[Opening SOURCE INFORMATION section]
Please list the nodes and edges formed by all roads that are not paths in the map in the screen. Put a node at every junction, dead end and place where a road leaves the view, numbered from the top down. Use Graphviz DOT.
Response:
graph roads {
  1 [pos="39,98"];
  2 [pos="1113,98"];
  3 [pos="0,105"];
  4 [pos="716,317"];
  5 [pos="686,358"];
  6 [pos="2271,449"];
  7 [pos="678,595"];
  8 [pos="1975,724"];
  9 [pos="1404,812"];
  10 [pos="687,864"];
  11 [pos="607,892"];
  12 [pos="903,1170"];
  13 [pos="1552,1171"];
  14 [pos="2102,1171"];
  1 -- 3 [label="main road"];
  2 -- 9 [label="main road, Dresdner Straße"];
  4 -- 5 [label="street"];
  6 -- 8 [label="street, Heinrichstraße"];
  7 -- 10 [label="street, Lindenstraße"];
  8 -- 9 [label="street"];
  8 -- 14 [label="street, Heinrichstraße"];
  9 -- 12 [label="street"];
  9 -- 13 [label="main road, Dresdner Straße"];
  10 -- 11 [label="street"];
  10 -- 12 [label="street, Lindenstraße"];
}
[Closing SOURCE INFORMATION section]
> [AIM OF THE EXERCISE] Write the entries above out again. Match them exactly.

> [EXPECTED OUTPUT]
Please list the nodes and edges formed by all roads that are not paths in the map in the screen. Put a node at every junction, dead end and place where a road leaves the view, numbered from the top down. Use Graphviz DOT.
Response:
graph roads {
  1 [pos="39,98"];
  2 [pos="1113,98"];
  3 [pos="0,105"];
  4 [pos="716,317"];
  5 [pos="686,358"];
  6 [pos="2271,449"];
  7 [pos="678,595"];
  8 [pos="1975,724"];
  9 [pos="1404,812"];
  10 [pos="687,864"];
  11 [pos="607,892"];
  12 [pos="903,1170"];
  13 [pos="1552,1171"];
  14 [pos="2102,1171"];
  1 -- 3 [label="main road"];
  2 -- 9 [label="main road, Dresdner Straße"];
  4 -- 5 [label="street"];
  6 -- 8 [label="street, Heinrichstraße"];
  7 -- 10 [label="street, Lindenstraße"];
  8 -- 9 [label="street"];
  8 -- 14 [label="street, Heinrichstraße"];
  9 -- 12 [label="street"];
  9 -- 13 [label="main road, Dresdner Straße"];
  10 -- 11 [label="street"];
  10 -- 12 [label="street, Lindenstraße"];
}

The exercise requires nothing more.